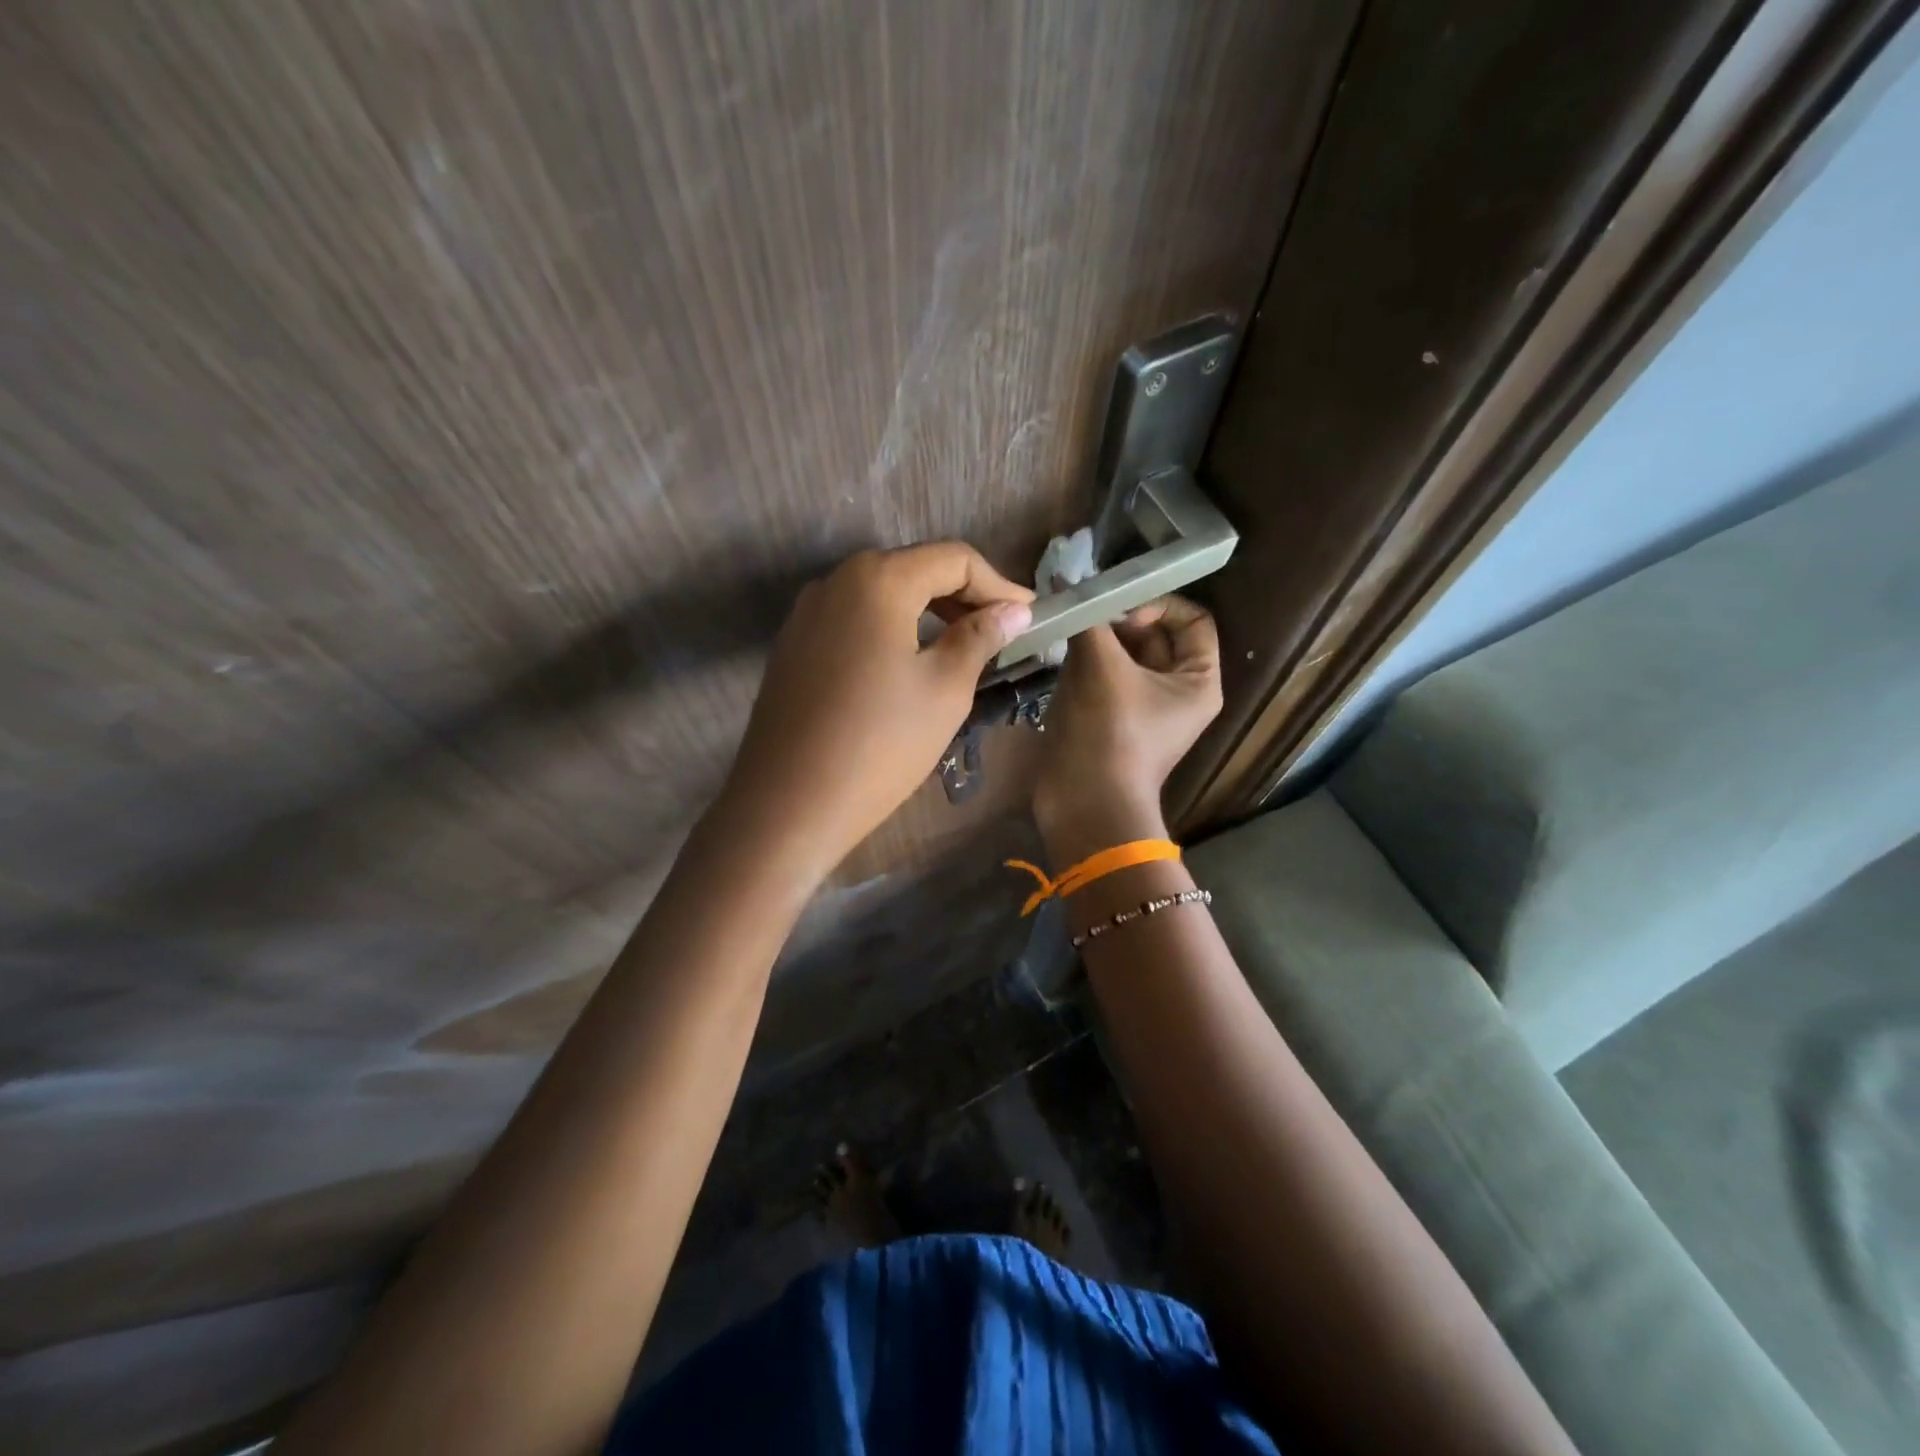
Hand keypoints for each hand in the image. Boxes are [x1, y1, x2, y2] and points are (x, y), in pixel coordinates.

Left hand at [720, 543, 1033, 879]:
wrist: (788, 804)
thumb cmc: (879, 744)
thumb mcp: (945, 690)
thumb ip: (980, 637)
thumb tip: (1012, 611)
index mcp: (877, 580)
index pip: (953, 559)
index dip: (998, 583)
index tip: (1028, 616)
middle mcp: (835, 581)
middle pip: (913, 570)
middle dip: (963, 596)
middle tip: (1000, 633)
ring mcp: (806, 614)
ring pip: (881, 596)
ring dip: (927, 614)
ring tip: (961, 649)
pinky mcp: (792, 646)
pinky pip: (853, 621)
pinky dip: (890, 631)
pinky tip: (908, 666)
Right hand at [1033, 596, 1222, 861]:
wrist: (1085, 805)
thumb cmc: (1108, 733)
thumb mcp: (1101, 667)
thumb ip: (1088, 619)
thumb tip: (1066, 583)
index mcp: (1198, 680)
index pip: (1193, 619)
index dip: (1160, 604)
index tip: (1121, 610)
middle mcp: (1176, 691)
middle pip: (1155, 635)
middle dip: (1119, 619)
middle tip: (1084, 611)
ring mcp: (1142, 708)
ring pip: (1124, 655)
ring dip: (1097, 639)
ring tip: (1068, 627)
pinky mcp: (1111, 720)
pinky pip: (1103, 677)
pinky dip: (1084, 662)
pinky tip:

# # # # # # #

An exact copy is needed of the closing lines of the entries above, counting from the one that contains "ring pip: (1124, 655)" and including it and the last.

ring pip: (1124, 655)
ring dip: (1097, 639)
ring tip: (1068, 627)
pinky mcp: (1111, 720)
pinky pip: (1103, 677)
pinky dip: (1084, 662)
pinky tip:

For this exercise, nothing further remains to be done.